The result has been a growing politicisation of electric vehicles themselves. What started as an industrial and environmental strategy has increasingly been framed as a cultural divide. Some consumers are keen early adopters, while others see little reason to move away from cheaper, familiar petrol vehicles backed by existing infrastructure.

As sales slowed, the financial reckoning followed. Several major manufacturers have taken multi-billion-dollar charges as they repurpose or mothball EV facilities. The issue is not simply weaker demand, but stranded capital: factories and machinery designed for high-volume EV output now sitting underused, dragging down returns and forcing uncomfortable conversations with investors, governments and workers.

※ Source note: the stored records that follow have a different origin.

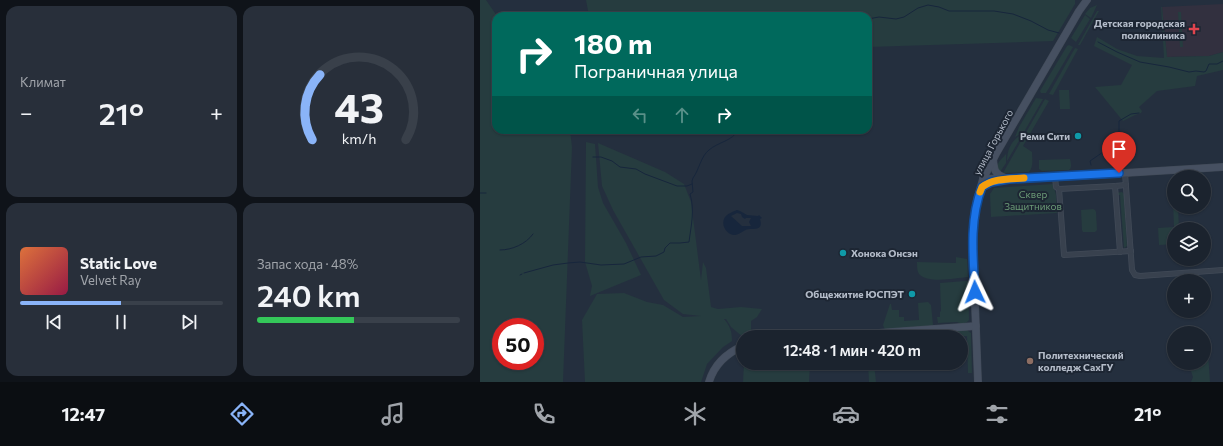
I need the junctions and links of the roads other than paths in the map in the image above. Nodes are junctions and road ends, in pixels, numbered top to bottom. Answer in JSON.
{"nodes":[{"id":1,"x":1087,"y":0,"type":"edge"},
{"id":2,"x":993,"y":158,"type":"junction"},
{"id":3,"x":1223,"y":167,"type":"edge"},
{"id":4,"x":1124,"y":173,"type":"junction"},
{"id":5,"x":1055,"y":177,"type":"junction"},
{"id":6,"x":1009,"y":179,"type":"junction"},
{"id":7,"x":982,"y":183,"type":"junction"},
{"id":8,"x":1126,"y":185,"type":"junction"},
{"id":9,"x":1115,"y":186,"type":"junction"},
{"id":10,"x":1059,"y":189,"type":"junction"},
{"id":11,"x":1131,"y":251,"type":"junction"},
{"id":12,"x":1120,"y":252,"type":"junction"},
{"id":13,"x":1223,"y":270,"type":"edge"},
{"id":14,"x":976,"y":326,"type":"junction"},
{"id":15,"x":920,"y":330,"type":"edge"},
{"id":16,"x":736,"y":350,"type":"edge"},
{"id":17,"x":709,"y":382,"type":"edge"},
{"id":18,"x":978,"y":382,"type":"edge"}],
"edges":[{"from":1,"to":2,"type":"street","name":"улица Горького"},
{"from":2,"to":6,"type":"street"},
{"from":2,"to":7,"type":"street","name":"улица Горького"},
{"from":3,"to":4,"type":"street"},
{"from":4,"to":5,"type":"street"},
{"from":4,"to":8,"type":"street"},
{"from":5,"to":6,"type":"street"},
{"from":5,"to":10,"type":"street"},
{"from":6,"to":7,"type":"street"},
{"from":7,"to":14,"type":"street","name":"улица Горького"},
{"from":8,"to":9,"type":"street"},
{"from":8,"to":11,"type":"street"},
{"from":9,"to":10,"type":"street"},
{"from":9,"to":12,"type":"street"},
{"from":10,"to":12,"type":"street"},
{"from":11,"to":12,"type":"street"},
{"from":11,"to":13,"type":"street"},
{"from":14,"to":15,"type":"street"},
{"from":14,"to":18,"type":"street","name":"улица Горького"},
{"from":16,"to":17,"type":"street"}]}
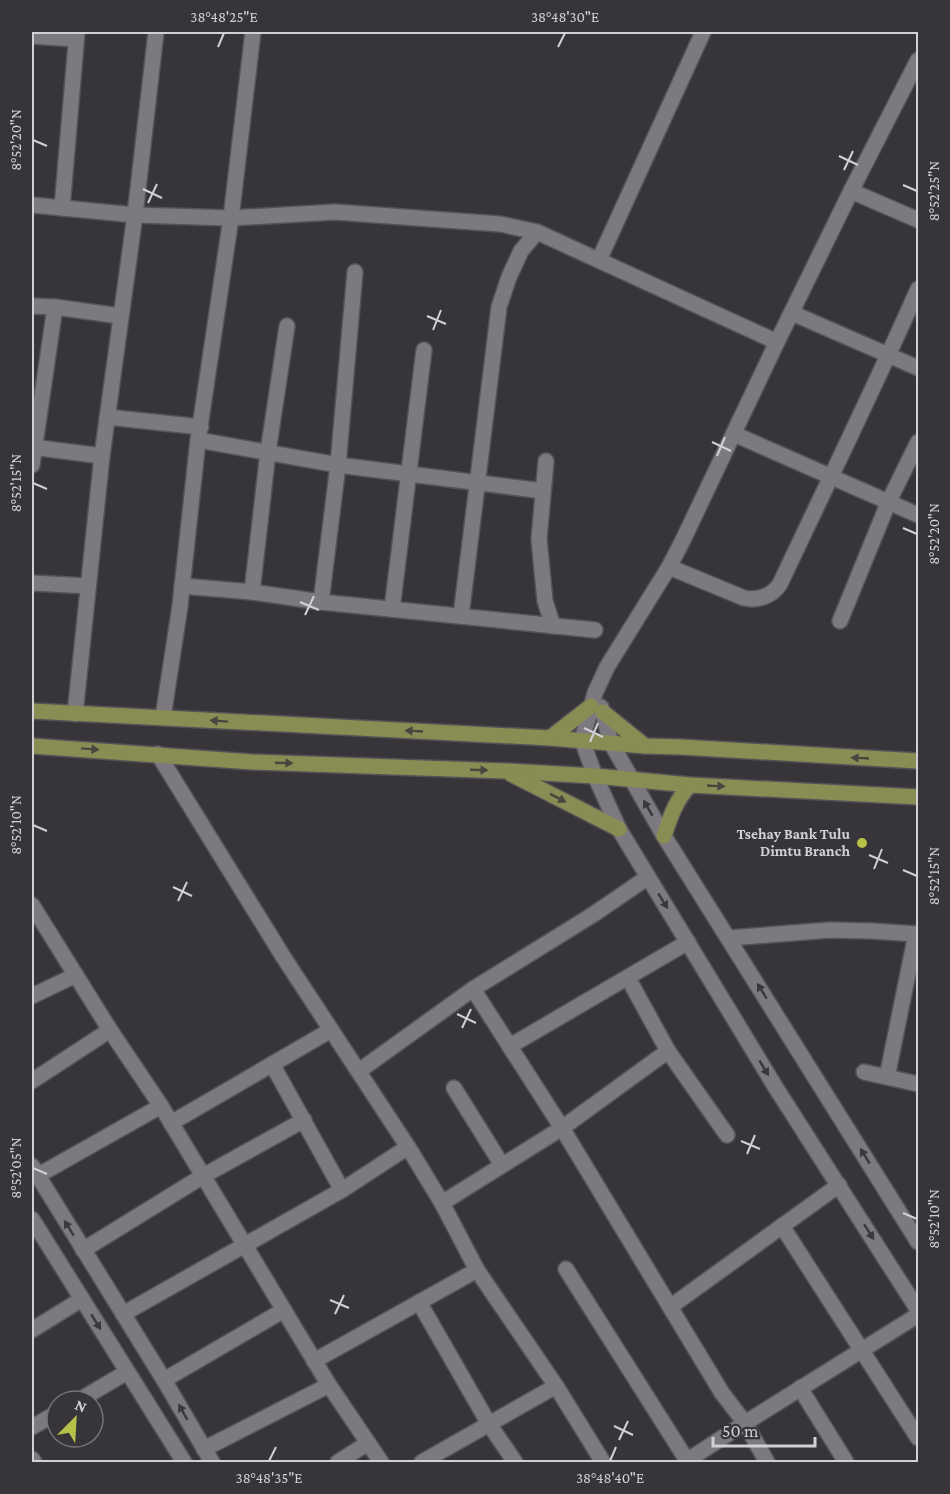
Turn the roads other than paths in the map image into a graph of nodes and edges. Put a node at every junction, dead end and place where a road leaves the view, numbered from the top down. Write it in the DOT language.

In response, much of the industry has settled on a compromise. Hybrids, plug-in hybrids and extended-range electric vehicles are emerging as a practical middle ground. They offer emissions reductions without requiring consumers to fully commit to charging infrastructure or higher upfront costs.

This shift has brought some stability. Hybrid vehicles now account for a slightly larger share of new US car sales than full battery electrics, and their growth has been faster. Manufacturers with flexible factories have found this adaptability invaluable. Those that hedged their bets earlier are now feeling vindicated.

Pure EV makers face a tougher road. Without petrol or hybrid models to fall back on, they are far more exposed to price sensitivity and shifts in consumer sentiment. Slowing deliveries, trimmed product lines and ongoing capital needs have become defining challenges. While battery costs are expected to keep falling, price remains the biggest barrier to mass adoption.

Looking ahead, the electric vehicle story is far from finished. Technology continues to improve, costs are edging down and emissions rules in many markets still point firmly towards electrification. Most forecasts suggest EVs will eventually claim around a quarter of new US car sales by the end of the decade.

The lesson from the past few years is less about failure and more about overreach. The transition was oversold, rolled out too quickly and built on optimistic assumptions about policy stability and consumer behaviour. For now, hybrids and flexible manufacturing offer a bridge to the future. Whether the US auto industry can cross that bridge without repeating the same mistakes will shape its competitiveness for decades to come.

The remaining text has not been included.